New Orleans Banks have become either near criminal enterprises or complete criminal enterprises. This is no longer a matter of speculation. This is now a documented fact with confessions made in the dock. Even with the very minimal supervision being given big banks by regulators and the vast loopholes in any banking laws, some are abandoning whole lines of business when forced to be minimally accountable, which essentially means avoid outright fraud. Let’s look at the mounting evidence once again.

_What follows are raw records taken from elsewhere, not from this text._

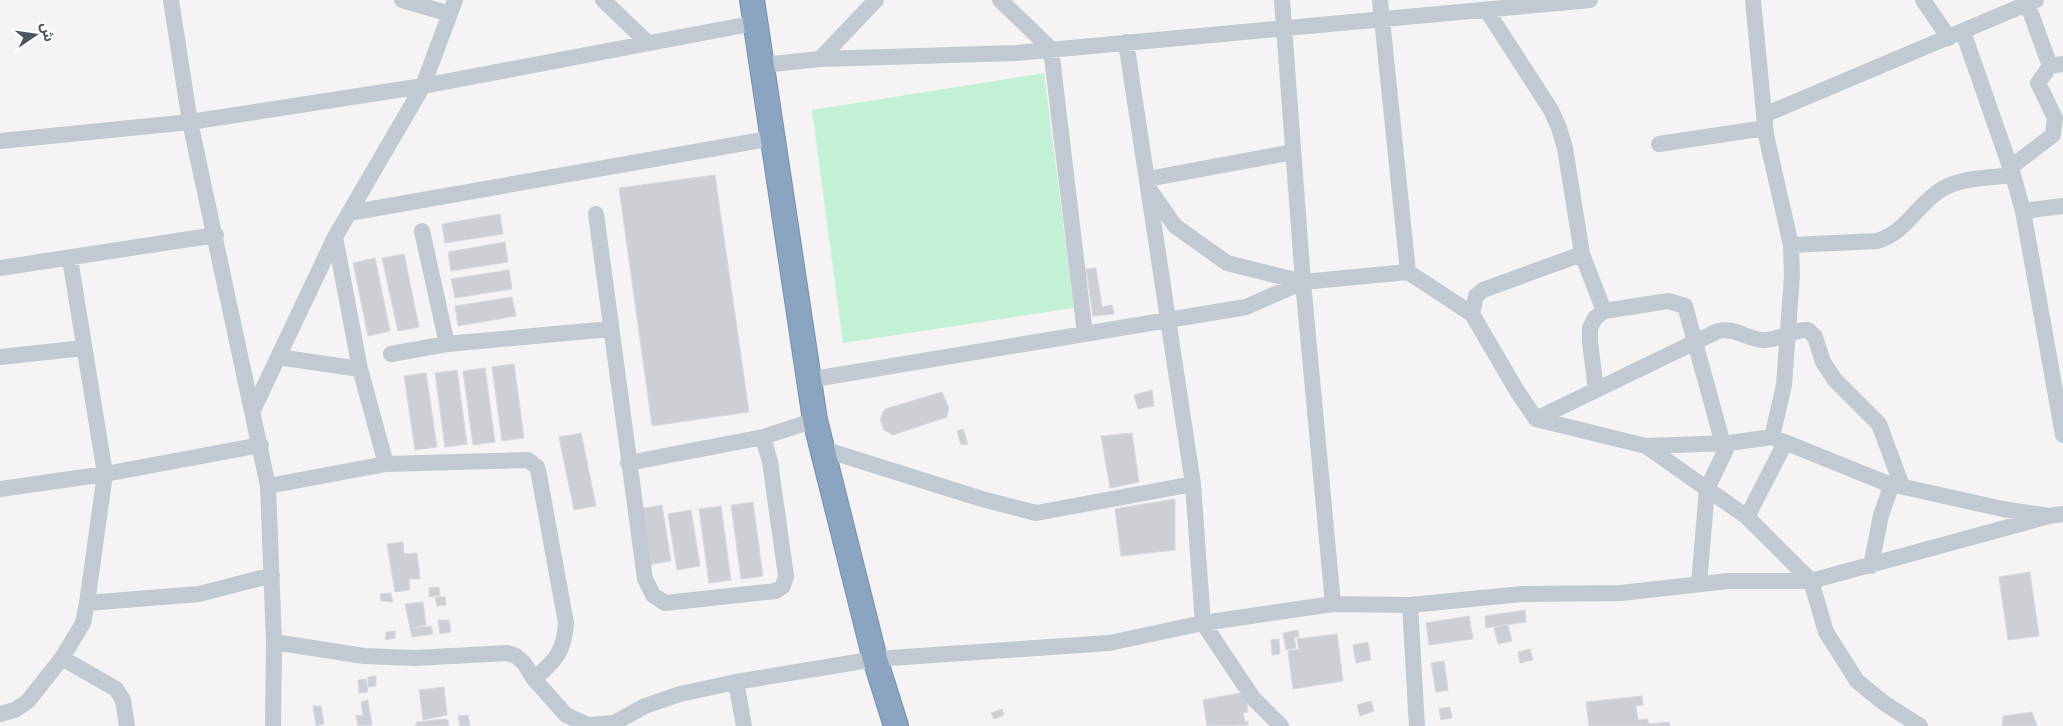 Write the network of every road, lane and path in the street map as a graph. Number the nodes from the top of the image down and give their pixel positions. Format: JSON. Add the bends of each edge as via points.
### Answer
{"nodes":[{"id":1,"x":170,"y":0,"type":"edge"},
{"id":2,"x":402,"y":0,"type":"edge"},
{"id":3,"x":603,"y":0,"type":"edge"},
{"id":4,"x":752,"y":0,"type":"edge"},
{"id":5,"x":876,"y":0,"type":"edge"},
{"id":6,"x":1000,"y":0,"type":"edge"},
{"id":7,"x":1282,"y":0,"type":"edge"},
{"id":8,"x":1380,"y":0,"type":"edge"},
{"id":9,"x":1590,"y":0,"type":"edge"},
{"id":10,"x":1923,"y":0,"type":"edge"},
{"id":11,"x":1756,"y":1,"type":"edge"},
{"id":12,"x":2030,"y":1,"type":"edge"},
{"id":13,"x":1554,"y":2,"type":"edge"},
{"id":14,"x":452,"y":7,"type":"edge"},
{"id":15,"x":1487,"y":11,"type":"junction"},
{"id":16,"x":1383,"y":18,"type":"junction"},
{"id":17,"x":755,"y":23,"type":"junction"},
{"id":18,"x":1284,"y":30,"type":"junction"},
{"id":19,"x":1956,"y":35,"type":"junction"},
{"id":20,"x":647,"y":42,"type":"junction"},
{"id":21,"x":1126,"y":42,"type":"junction"},
{"id":22,"x":1050,"y":49,"type":"junction"},
{"id":23,"x":820,"y":58,"type":"junction"},
{"id":24,"x":763,"y":64,"type":"junction"},
{"id":25,"x":2057,"y":65,"type":"edge"},
{"id":26,"x":423,"y":86,"type":"junction"},
{"id":27,"x":1765,"y":121,"type":"junction"},
{"id":28,"x":190,"y":122,"type":"junction"},
{"id":29,"x":773,"y":138,"type":"junction"},
{"id":30,"x":0,"y":141,"type":"edge"},
{"id":31,"x":1659,"y":144,"type":"dead end"},
{"id":32,"x":1293,"y":152,"type":"junction"},
{"id":33,"x":2010,"y":166,"type":"junction"},
{"id":34,"x":1148,"y":184,"type":"junction"},
{"id":35,"x":2063,"y":206,"type":"edge"},
{"id":36,"x":2023,"y":211,"type":"junction"},
{"id":37,"x":349,"y":213,"type":"junction"},
{"id":38,"x":596,"y":214,"type":"dead end"},
{"id":39,"x":422,"y":231,"type":"dead end"},
{"id":40,"x":216,"y":236,"type":"junction"},
{"id":41,"x":335,"y":237,"type":"junction"},
{"id":42,"x":1791,"y":245,"type":"junction"},
{"id":43,"x":1582,"y":254,"type":"junction"},
{"id":44,"x":70,"y":259,"type":"junction"},
{"id":45,"x":0,"y":268,"type":"edge"},
{"id":46,"x":1408,"y":272,"type":"junction"},
{"id":47,"x":1303,"y":282,"type":"junction"},
{"id":48,"x":1604,"y":311,"type":"junction"},
{"id":49,"x":1472,"y":314,"type":"junction"},
{"id":50,"x":1170,"y":319,"type":"junction"},
{"id":51,"x":610,"y":329,"type":"junction"},
{"id":52,"x":1085,"y":334,"type":"junction"},
{"id":53,"x":1788,"y":334,"type":"junction"},
{"id":54,"x":1696,"y":341,"type":"junction"},
{"id":55,"x":447,"y":344,"type":"junction"},
{"id":56,"x":84,"y":348,"type":"junction"},
{"id":57,"x":391,"y":354,"type":"dead end"},
{"id":58,"x":0,"y":357,"type":"edge"},
{"id":59,"x":278,"y":357,"type":"junction"},
{"id":60,"x":360,"y":369,"type":"junction"},
{"id":61,"x":808,"y":380,"type":"junction"},
{"id":62,"x":1596,"y":390,"type":"junction"},
{"id":63,"x":253,"y":410,"type":"junction"},
{"id":64,"x":1536,"y":419,"type":"junction"},
{"id":65,"x":815,"y":420,"type":"junction"},
{"id":66,"x":2063,"y":435,"type":"edge"},
{"id":67,"x":763,"y":437,"type":"junction"},
{"id":68,"x":1778,"y":440,"type":"junction"},
{"id":69,"x":1726,"y":443,"type":"junction"},
{"id":70,"x":261,"y":445,"type":"junction"},
{"id":71,"x":1646,"y":446,"type":"junction"},
{"id":72,"x":823,"y":449,"type":"junction"},
{"id":73,"x":628,"y":463,"type":"junction"},
{"id":74,"x":386,"y":464,"type":"junction"},
{"id":75,"x":105,"y":474,"type":"junction"},
{"id":76,"x":1193,"y":484,"type":"junction"},
{"id":77,"x":1897,"y":485,"type":"junction"},
{"id":78,"x":268,"y":486,"type":"junction"},
{"id":79,"x":1707,"y":489,"type":"junction"},
{"id":80,"x":0,"y":490,"type":"edge"},
{"id":81,"x":2056,"y":515,"type":"edge"},
{"id":82,"x":1747,"y":517,"type":"junction"},
{"id":83,"x":1871,"y":566,"type":"junction"},
{"id":84,"x":272,"y":575,"type":"junction"},
{"id":85,"x":1811,"y":581,"type":"junction"},
{"id":86,"x":1699,"y":584,"type":"junction"},
{"id":87,"x":87,"y":604,"type":"junction"},
{"id":88,"x":1333,"y":604,"type":"junction"},
{"id":89,"x":1410,"y":604,"type":"junction"},
{"id":90,"x":1203,"y":622,"type":"junction"},
{"id":91,"x":274,"y":642,"type":"junction"},
{"id":92,"x":62,"y":658,"type":"junction"},
{"id":93,"x":875,"y":659,"type":"junction"},
{"id":94,"x":534,"y":679,"type":"junction"},
{"id":95,"x":736,"y":682,"type":"junction"},
{"id":96,"x":0,"y":714,"type":"edge"},
{"id":97,"x":1274,"y":723,"type":"edge"},
{"id":98,"x":615,"y":724,"type":"edge"},
{"id":99,"x":126,"y":726,"type":"edge"},
{"id":100,"x":273,"y":726,"type":"edge"},
{"id":101,"x":744,"y":726,"type":"edge"},
{"id":102,"x":896,"y":726,"type":"edge"},
{"id":103,"x":1418,"y":726,"type":"edge"},
{"id":104,"x":1920,"y":726,"type":"edge"}],
"edges":[{"from":1,"to":28,"type":"street"},
{"from":2,"to":14,"type":"street"},
{"from":3,"to":20,"type":"street"},
{"from":4,"to":17,"type":"highway"},
{"from":5,"to":23,"type":"street"},
{"from":6,"to":22,"type":"street"},
{"from":7,"to":18,"type":"street"},
{"from":8,"to":16,"type":"street"},
{"from":9,"to":13,"type":"street"},
{"from":10,"to":19,"type":"street"},
{"from":11,"to":27,"type":"street"},
{"from":12,"to":19,"type":"street"},
{"from":12,"to":25,"type":"street"},
{"from":13,"to":15,"type":"street"},
{"from":14,"to":26,"type":"street"},
{"from":15,"to":16,"type":"street"},
{"from":15,"to":43,"type":"street","via":[[1551,110],[1559,128]]},
{"from":16,"to":18,"type":"street"},
{"from":16,"to":46,"type":"street"},
{"from":17,"to":20,"type":"street"},
{"from":17,"to":24,"type":"highway"},
{"from":18,"to":21,"type":"street"},
{"from":18,"to":32,"type":"street"},
{"from":19,"to":27,"type":"street"},
{"from":19,"to":33,"type":"street"},
{"from":20,"to":26,"type":"street"},
{"from":21,"to":22,"type":"street"},
{"from":21,"to":34,"type":"street"},
{"from":22,"to":23,"type":"street"},
{"from":22,"to":52,"type":"street"},
{"from":23,"to":24,"type":"street"},
{"from":24,"to":29,"type":"highway"},
{"from":25,"to":33,"type":"street","via":[[2038,83],[2055,118],[2052,134]]},
{"from":26,"to":28,"type":"street"},
{"from":26,"to":37,"type":"street"},
{"from":27,"to":31,"type":"street"},
{"from":27,"to":42,"type":"street"},
{"from":28,"to":30,"type":"street"},
{"from":28,"to":40,"type":"street"},
{"from":29,"to":37,"type":"street"},
{"from":29,"to":61,"type":"highway"},
{"from":32,"to":34,"type":"street"},
{"from":32,"to":47,"type":"street"},
{"from":33,"to":36,"type":"street"},
{"from":33,"to":42,"type":"street","via":[[1980,179],[1943,189],[1888,238]]},
{"from":34,"to":47,"type":"street","via":[[1176,226],[1227,263]]},
{"from":34,"to":50,"type":"street"},
{"from":35,"to":36,"type":"street"},
{"from":36,"to":66,"type":"street"},
{"from":37,"to":41,"type":"street"},
{"from":38,"to":51,"type":"street"},
{"from":39,"to":55,"type":"street"},
{"from":40,"to":44,"type":"street"},
{"from":40,"to":63,"type":"street"},
{"from":41,"to":59,"type":"street"},
{"from":41,"to":60,"type":"street"},
{"from":42,"to":53,"type":"street"},
{"from":43,"to":48,"type":"street"},
{"from":43,"to":49,"type":"street","via":[[1483,290],[1476,296]]},
{"from":44,"to":45,"type":"street"},
{"from":44,"to":56,"type":"street"},
{"from":46,"to":47,"type":"street"},
{"from":46,"to":49,"type":"street"},
{"from":47,"to":50,"type":"street","via":[[1246,307]]},
{"from":47,"to":88,"type":"street"},
{"from":48,"to":54,"type":"street","via":[[1668,302],[1685,306]]},
{"from":48,"to":62,"type":"street","via":[[1590,328]]},
{"from":49,"to":64,"type":"street"},
{"from":50,"to":52,"type":"street"},
{"from":50,"to":76,"type":"street"},
{"from":51,"to":55,"type":"street"},
{"from":51,"to":73,"type":"street"},
{"from":52,"to":61,"type":"street"},
{"from":53,"to":54,"type":"street","via":[[1764,340],[1747,338],[1726,329]]},
{"from":53,"to":68,"type":"street"},
{"from":53,"to":77,"type":"street","via":[[1803,330],[1812,332],[1828,371],[1879,424]]},
{"from":54,"to":62,"type":"street"},
{"from":54,"to":69,"type":"street"},
{"from":55,"to":57,"type":"street"},
{"from":56,"to":58,"type":"street"},
{"from":56,"to":75,"type":"street"},
{"from":59,"to":60,"type":"street"},
{"from":59,"to":63,"type":"street"},
{"from":60,"to":74,"type":"street"},
{"from":61,"to":65,"type":"highway"},
{"from":62,"to":64,"type":"street"},
{"from":63,"to":70,"type":"street"},
{"from":64,"to":71,"type":"street"},
{"from":65,"to":67,"type":"street"},
{"from":65,"to":72,"type":"highway"},
{"from":67,"to":73,"type":"street"},
{"from":67,"to":73,"type":"street","via":[[770,462],[786,576],[783,586],[776,591],[665,603],[652,594],[645,579]]},
{"from":68,"to":69,"type":"street"},
{"from":68,"to":77,"type":"street"},
{"from":68,"to":82,"type":"street"},
{"from":69,"to":71,"type":"street"},
{"from":69,"to":79,"type":"street"},
{"from":70,"to":75,"type":"street"},
{"from":70,"to":78,"type":"street"},
{"from":71,"to":79,"type":"street"},
{"from":72,"to":76,"type":"street","via":[[1036,513]]},
{"from":72,"to":93,"type":"highway"},
{"from":74,"to":78,"type":"street"},
{"from":74,"to":94,"type":"street","via":[[528,460],[537,467],[566,623],[565,642],[553,662]]},
{"from":75,"to":80,"type":"street"},
{"from":75,"to":87,"type":"street"},
{"from":76,"to":90,"type":"street"},
{"from":77,"to":81,"type":"street","via":[[2003,509]]},
{"from":77,"to":83,"type":"street","via":[[1881,515]]},
{"from":78,"to":84,"type":"street"},
{"from":79,"to":82,"type":"street"},
{"from":79,"to":86,"type":"street"},
{"from":81,"to":83,"type":"street"},
{"from":82,"to":85,"type":"street"},
{"from":83,"to":85,"type":"street"},
{"from":84,"to":87,"type":"street","via":[[198,594]]},
{"from":84,"to":91,"type":"street"},
{"from":85,"to":86,"type":"street"},
{"from":85,"to":104,"type":"street","via":[[1826,632],[1857,681]]},
{"from":86,"to":89,"type":"street","via":[[1621,593],[1522,594]]},
{"from":87,"to":92,"type":"street","via":[[83,623]]},
{"from":88,"to":89,"type":"street"},
{"from":88,"to":90,"type":"street"},
{"from":89,"to":103,"type":"street"},
{"from":90,"to":93,"type":"street","via":[[1109,643]]},
{"from":90,"to":97,"type":"street","via":[[1253,698]]},
{"from":91,"to":94,"type":"street","via":[[364,656],[416,658],[508,653],[524,663]]},
{"from":91,"to":100,"type":"street"},
{"from":92,"to":96,"type":"street","via":[[28,701],[15,710]]},
{"from":92,"to":99,"type":"street","via":[[116,690],[123,700]]},
{"from":93,"to":95,"type":"street"},
{"from":93,"to":102,"type":"highway"},
{"from":94,"to":98,"type":"street","via":[[566,715],[588,725]]},
{"from":95,"to":98,"type":"street","via":[[680,694],[645,706]]},
{"from":95,"to":101,"type":"street"}]}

A sweetheart deal was announced by 10 huge banks, including Wells Fargo, Bank of America, and JP Morgan Chase to pony up another $8.5 billion to offset their foreclosure abuses. I criticized the deal as lightweight and a hand slap last week when it was $10 billion for 14 banks, and it is worse today. Gretchen Morgenson of the Times added another stanza to that same song on Sunday. Some housing advocates supposedly are saying “the devil is in the detail” or “let’s wait and see,” but may reflect existing partnerships with the players or defeat and desperation. Morgenson is right: the banks won again. There are two ways of seeing this, and worse with these settlements; the game is over, there’s no longer a do-over coming for the victims. HSBC, the huge UK and Hong Kong based international bank with significant US operations, has admitted to wild money laundering worth billions recently, so one shudders to imagine why they were not willing to agree to this last hand slap and come up with the cash for the Office of the Controller of the Currency (OCC) deal?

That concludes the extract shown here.